- What you have to do: In the entries below, find each line with the word "صلاح" and return it.

- Records:
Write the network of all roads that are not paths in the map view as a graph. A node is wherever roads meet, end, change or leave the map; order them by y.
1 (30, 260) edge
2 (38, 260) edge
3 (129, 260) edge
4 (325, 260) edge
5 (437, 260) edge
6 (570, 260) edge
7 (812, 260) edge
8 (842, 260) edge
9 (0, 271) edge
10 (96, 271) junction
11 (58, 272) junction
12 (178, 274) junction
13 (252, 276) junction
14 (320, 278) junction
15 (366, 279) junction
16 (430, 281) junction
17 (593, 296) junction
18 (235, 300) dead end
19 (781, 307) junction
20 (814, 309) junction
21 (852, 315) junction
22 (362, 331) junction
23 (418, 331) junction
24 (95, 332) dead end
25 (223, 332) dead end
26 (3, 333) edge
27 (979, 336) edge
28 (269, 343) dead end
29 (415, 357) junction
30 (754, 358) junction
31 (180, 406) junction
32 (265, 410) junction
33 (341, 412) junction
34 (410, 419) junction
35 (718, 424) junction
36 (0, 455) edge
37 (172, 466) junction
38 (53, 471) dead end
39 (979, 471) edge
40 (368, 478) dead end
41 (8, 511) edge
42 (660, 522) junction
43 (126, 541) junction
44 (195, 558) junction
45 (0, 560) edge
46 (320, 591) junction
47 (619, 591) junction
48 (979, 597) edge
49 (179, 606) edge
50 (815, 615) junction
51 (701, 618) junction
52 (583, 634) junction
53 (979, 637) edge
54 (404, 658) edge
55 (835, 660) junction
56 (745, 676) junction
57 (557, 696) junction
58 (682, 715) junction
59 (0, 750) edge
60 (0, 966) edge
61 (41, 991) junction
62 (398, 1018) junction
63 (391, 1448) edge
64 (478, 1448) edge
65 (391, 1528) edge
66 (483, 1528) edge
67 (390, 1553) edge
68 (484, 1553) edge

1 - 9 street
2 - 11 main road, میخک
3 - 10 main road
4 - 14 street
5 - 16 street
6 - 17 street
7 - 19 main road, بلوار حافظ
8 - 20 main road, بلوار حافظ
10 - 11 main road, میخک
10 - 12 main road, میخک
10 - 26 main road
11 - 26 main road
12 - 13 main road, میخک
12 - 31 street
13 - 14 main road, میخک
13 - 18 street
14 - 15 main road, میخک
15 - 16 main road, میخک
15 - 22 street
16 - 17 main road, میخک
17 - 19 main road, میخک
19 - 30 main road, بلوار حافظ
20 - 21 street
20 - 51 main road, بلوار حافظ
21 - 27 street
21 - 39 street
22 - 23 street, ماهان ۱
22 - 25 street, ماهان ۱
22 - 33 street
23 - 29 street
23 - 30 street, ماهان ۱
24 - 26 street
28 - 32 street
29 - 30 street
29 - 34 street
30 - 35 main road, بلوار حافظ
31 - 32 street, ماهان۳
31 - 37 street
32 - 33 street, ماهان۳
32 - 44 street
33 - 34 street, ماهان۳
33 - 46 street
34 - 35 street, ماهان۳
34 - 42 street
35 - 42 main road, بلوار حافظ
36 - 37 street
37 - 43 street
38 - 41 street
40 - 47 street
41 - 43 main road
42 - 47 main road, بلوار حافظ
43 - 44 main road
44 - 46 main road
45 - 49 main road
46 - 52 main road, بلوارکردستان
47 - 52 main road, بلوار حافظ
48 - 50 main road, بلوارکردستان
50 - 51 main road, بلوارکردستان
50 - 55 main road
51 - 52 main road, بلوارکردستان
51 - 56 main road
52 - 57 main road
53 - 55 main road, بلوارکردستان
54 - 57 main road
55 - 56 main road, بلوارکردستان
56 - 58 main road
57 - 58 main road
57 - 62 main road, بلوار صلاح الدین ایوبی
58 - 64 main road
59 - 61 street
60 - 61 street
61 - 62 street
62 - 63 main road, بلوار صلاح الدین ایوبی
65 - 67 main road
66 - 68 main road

- Written reply:
57 - 62 main road, بلوار صلاح الدین ایوبی
62 - 63 main road, بلوار صلاح الدین ایوبی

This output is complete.